Deterministic Safety Analyses

Deterministic safety analyses for a nuclear power plant predict the response to postulated initiating events. These analyses include but are not limited to loss of power to all recirculation pumps, tripping of the turbine generator set, isolation of the main condenser, and loss of all offsite power. A specific set of rules and acceptance criteria is applied. Acceptance criteria are used in deterministic safety analysis to assist in judging the acceptability of the results of the analysis as a demonstration of the safety of the nuclear power plant.
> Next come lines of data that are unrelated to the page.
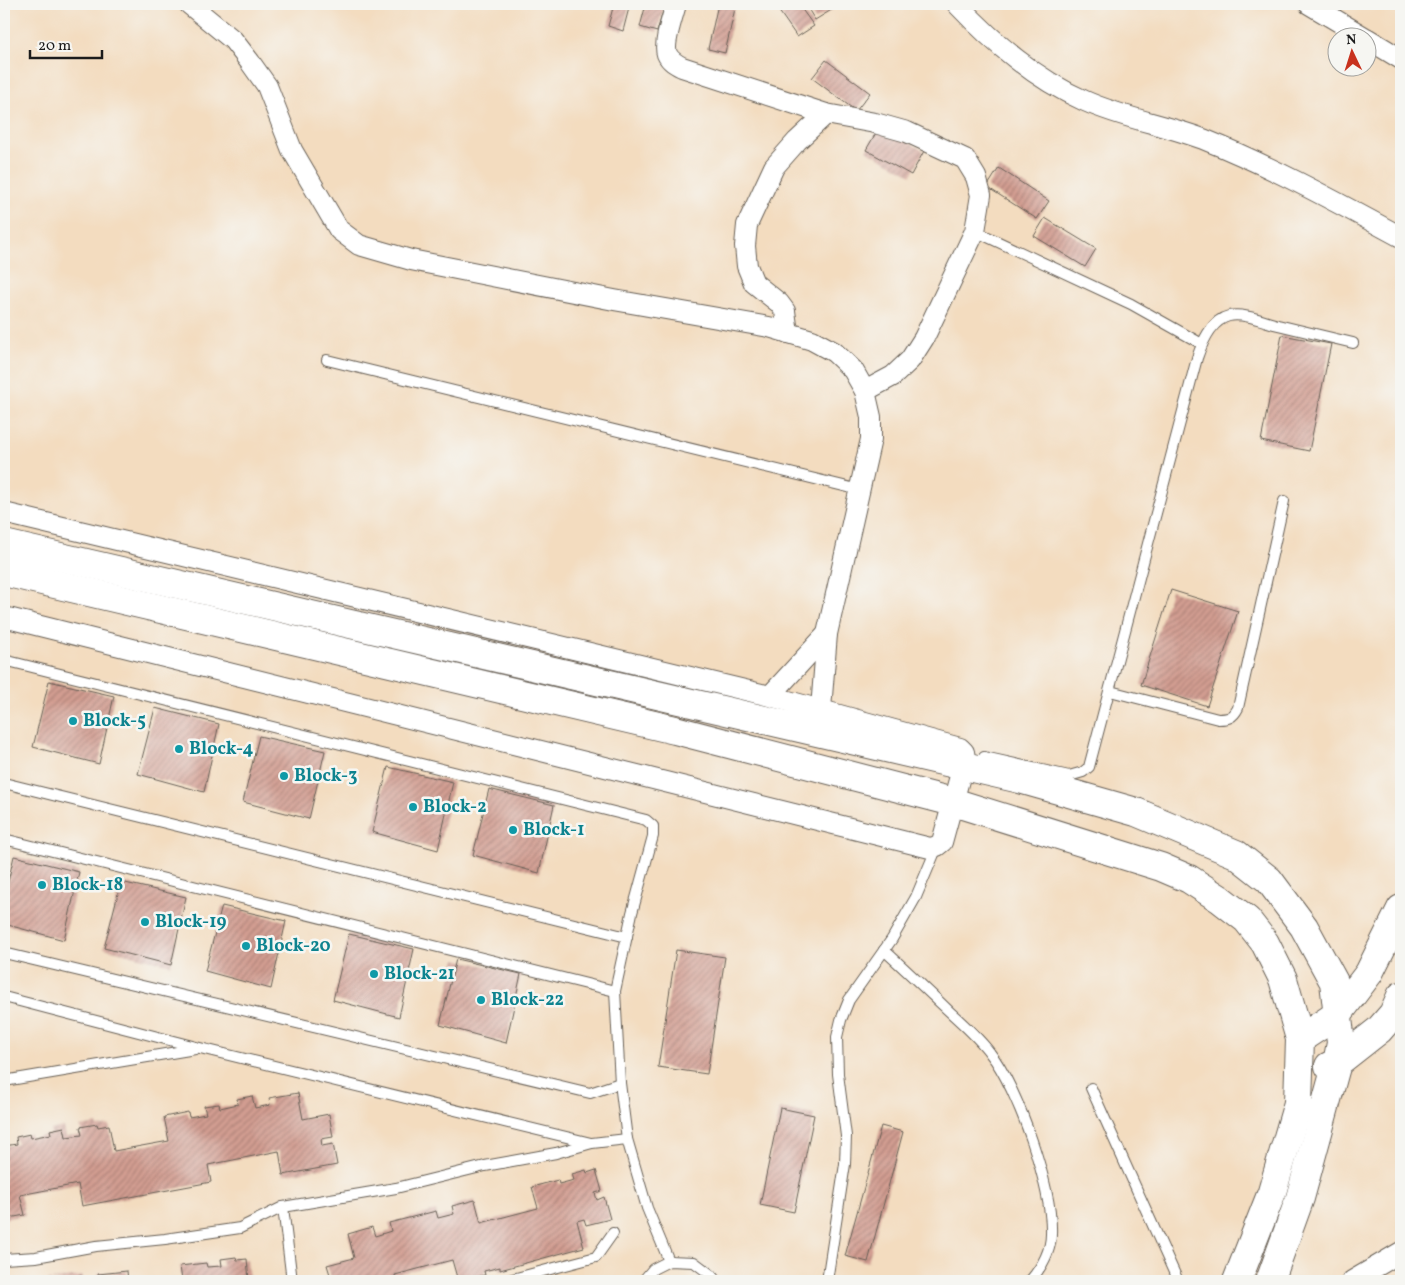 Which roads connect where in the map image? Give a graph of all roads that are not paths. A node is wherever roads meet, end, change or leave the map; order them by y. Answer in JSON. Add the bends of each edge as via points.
{"nodes":[{"id":1,"x":189,"y":4,"type":"edge"},
{"id":2,"x":676,"y":4,"type":"edge"},
{"id":3,"x":957,"y":4,"type":"edge"},
{"id":4,"x":1309,"y":4,"type":"edge"},
{"id":5,"x":1350,"y":28,"type":"edge"},
{"id":6,"x":1378,"y":45,"type":"edge"},
{"id":7,"x":1401,"y":59,"type":"edge"},
{"id":8,"x":826,"y":114,"type":"junction"},
{"id":9,"x":975,"y":231,"type":"junction"},
{"id":10,"x":1401,"y":237,"type":"edge"},
{"id":11,"x":788,"y":333,"type":"junction"},
{"id":12,"x":1202,"y":344,"type":"junction"},
{"id":13,"x":1353,"y":344,"type":"dead end"},
{"id":14,"x":327,"y":360,"type":"dead end"},
{"id":15,"x":865,"y":391,"type":"junction"},
{"id":16,"x":860,"y":490,"type":"junction"},
{"id":17,"x":1284,"y":501,"type":"dead end"},
{"id":18,"x":4,"y":513,"type":"edge"},
{"id":19,"x":4,"y":544,"type":"edge"},
{"id":20,"x":4,"y":572,"type":"edge"},
{"id":21,"x":4,"y":617,"type":"edge"},
{"id":22,"x":827,"y":634,"type":"junction"},
{"id":23,"x":4,"y":660,"type":"edge"},
{"id":24,"x":1110,"y":691,"type":"junction"},
{"id":25,"x":770,"y":696,"type":"junction"},
{"id":26,"x":821,"y":709,"type":"junction"},
{"id":27,"x":963,"y":759,"type":"junction"},
{"id":28,"x":4,"y":783,"type":"edge"},
{"id":29,"x":953,"y":802,"type":"junction"},
{"id":30,"x":4,"y":838,"type":"edge"},
{"id":31,"x":937,"y":846,"type":"junction"},
{"id":32,"x":1401,"y":909,"type":"edge"},
{"id":33,"x":627,"y":937,"type":"junction"},
{"id":34,"x":884,"y":950,"type":"junction"},
{"id":35,"x":4,"y":953,"type":"edge"},
{"id":36,"x":615,"y":991,"type":"junction"},
{"id":37,"x":1401,"y":996,"type":"edge"},
{"id":38,"x":4,"y":997,"type":"edge"},
{"id":39,"x":1338,"y":1014,"type":"junction"},
{"id":40,"x":1300,"y":1039,"type":"junction"},
{"id":41,"x":200,"y":1048,"type":"junction"},
{"id":42,"x":1337,"y":1064,"type":"junction"},
{"id":43,"x":1300,"y":1077,"type":"junction"},
{"id":44,"x":4,"y":1081,"type":"edge"},
{"id":45,"x":620,"y":1083,"type":"junction"},
{"id":46,"x":1090,"y":1088,"type":"dead end"},
{"id":47,"x":627,"y":1139,"type":"junction"},
{"id":48,"x":592,"y":1143,"type":"junction"},
{"id":49,"x":283,"y":1207,"type":"junction"},
{"id":50,"x":613,"y":1233,"type":"dead end"},
{"id":51,"x":1401,"y":1252,"type":"edge"},
{"id":52,"x":4,"y":1259,"type":"edge"},
{"id":53,"x":670,"y":1261,"type":"junction"},
{"id":54,"x":1241,"y":1272,"type":"edge"},
{"id":55,"x":1278,"y":1278,"type":"edge"},
{"id":56,"x":292,"y":1281,"type":"edge"},
{"id":57,"x":505,"y":1281,"type":"edge"},
{"id":58,"x":643,"y":1281,"type":"edge"},
{"id":59,"x":716,"y":1281,"type":"edge"},
{"id":60,"x":827,"y":1281,"type":"edge"},
{"id":61,"x":1030,"y":1281,"type":"edge"},
{"id":62,"x":1178,"y":1281,"type":"edge"},
{"id":63,"x":1352,"y":1281,"type":"edge"}],
"edges":[{"from":1,"to":11,"type":"street","via":[[232,40],[267,86],[292,150],[339,230],[359,245],[411,260]]},
{"from":2,"to":8,"type":"street","via":[[666,47],[672,62]]},
{"from":3,"to":10,"type":"street","via":[[983,32],[1043,80],[1086,102],[1208,141],[1293,179]]},
{"from":4,"to":5,"type":"street"},
{"from":6,"to":7,"type":"street"},
{"from":8,"to":9,"type":"street","via":[[875,122],[907,132],[965,159],[976,177],[981,195]]},
{"from":8,"to":11,"type":"street","via":[[774,167],[747,225],[747,266],[754,283],[785,311]]},
{"from":9,"to":12,"type":"lane","via":[[1123,300]]},
{"from":9,"to":15,"type":"street","via":[[924,338],[910,360],[893,376]]},
{"from":11,"to":15,"type":"street","via":[[812,340],[834,352],[853,370]]},
{"from":12,"to":13,"type":"lane","via":[[1210,330],[1229,316],[1247,317]]},
{"from":12,"to":24,"type":"lane"},
{"from":14,"to":16,"type":"lane"},
{"from":15,"to":16,"type":"street","via":[[871,417],[871,439]]},
{"from":16,"to":22,"type":"street"},
{"from":17,"to":24,"type":"lane","via":[[1234,716],[1218,719]]},
{"from":18,"to":25,"type":"street"},
{"from":19,"to":27,"type":"main road"},
{"from":20,"to":29,"type":"main road","via":[[675,730]]},
{"from":21,"to":31,"type":"street","via":[[930,848]]},
{"from":22,"to":25,"type":"street"},
{"from":22,"to":26,"type":"street"},
{"from":23,"to":33,"type":"lane","via":[[646,820],[652,826],[653,836]]},
{"from":24,"to":27,"type":"lane","via":[[1092,760],[1083,772],[1070,776]]},
{"from":25,"to":26,"type":"street"},
{"from":26,"to":27,"type":"street","via":[[960,748]]},
{"from":27,"to":29,"type":"street"},
{"from":27,"to":39,"type":"main road","via":[[1136,812],[1236,854],[1269,880],[1304,927],[1334,982]]},
{"from":28,"to":33,"type":"lane"},
{"from":29,"to":31,"type":"street","via":[[942,842]]},
{"from":29,"to":40,"type":"main road","via":[[1160,867],[1189,879],[1220,900],[1247,920],[1265,943],[1283,978]]},
{"from":30,"to":36,"type":"lane"},
{"from":31,"to":34,"type":"lane","via":[[916,897]]},
{"from":32,"to":39,"type":"main road","via":[[1369,972]]},
{"from":33,"to":36,"type":"lane"},
{"from":34,"to":60,"type":"lane","via":[[848,1000],[837,1037],[846,1136],[842,1187]]},
{"from":34,"to":61,"type":"lane","via":[[991,1053],[1010,1085],[1027,1126],[1049,1206],[1052,1235],[1043,1265]]},
{"from":35,"to":45,"type":"lane","via":[[590,1093]]},
{"from":36,"to":45,"type":"lane"},
{"from":37,"to":42,"type":"main road","via":[[1393,1014],[1379,1030]]},
{"from":38,"to":41,"type":"lane"},
{"from":39,"to":40,"type":"main road"},
{"from":39,"to":42,"type":"main road","via":[[1340,1043]]},
{"from":40,"to":43,"type":"main road"},
{"from":41,"to":44,"type":"lane"},
{"from":41,"to":48,"type":"lane"},
{"from":42,"to":43,"type":"main road"},
{"from":42,"to":55,"type":"main road"},
{"from":43,"to":54,"type":"main road","via":[[1298,1103],[1272,1192]]},
{"from":45,"to":47,"type":"lane"},
{"from":46,"to":62,"type":"lane"},
{"from":47,"to":48,"type":"lane"},
{"from":47,"to":53,"type":"lane","via":[[647,1208]]},
{"from":48,"to":49,"type":"lane","via":[[396,1188]]},
{"from":49,"to":52,"type":"lane","via":[[240,1228]]},
{"from":49,"to":56,"type":"lane"},
{"from":50,"to":57,"type":"lane","via":[[596,1257]]},
{"from":51,"to":63,"type":"street"},
{"from":53,"to":58,"type":"lane","via":[[653,1269]]},
{"from":53,"to":59,"type":"lane","via":[[694,1262]]},
{"from":54,"to":55,"type":"main road"}]}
Typically, these should focus on neutronic, thermohydraulic, radiological, thermomechanical and structural aspects, which are often analysed with different computational tools.

Safety Analysis Definitions in NS-R-1, IAEA Safety Standards Series:

“A safety analysis of the plant design, applying methods of Deterministic and Probabilistic analysis, shall be provided which establishes and confirms the design basis for the items important to safety and demonstrates that the overall plant design is capable of meeting the prescribed and acceptable limits for radiation doses and releases for each plant condition category, and that defense in depth has been achieved.”

The aim of the deterministic approach should be to address plant behavior under specific pre-determined operational states and accident conditions, and apply a specific set of rules to judging design adequacy.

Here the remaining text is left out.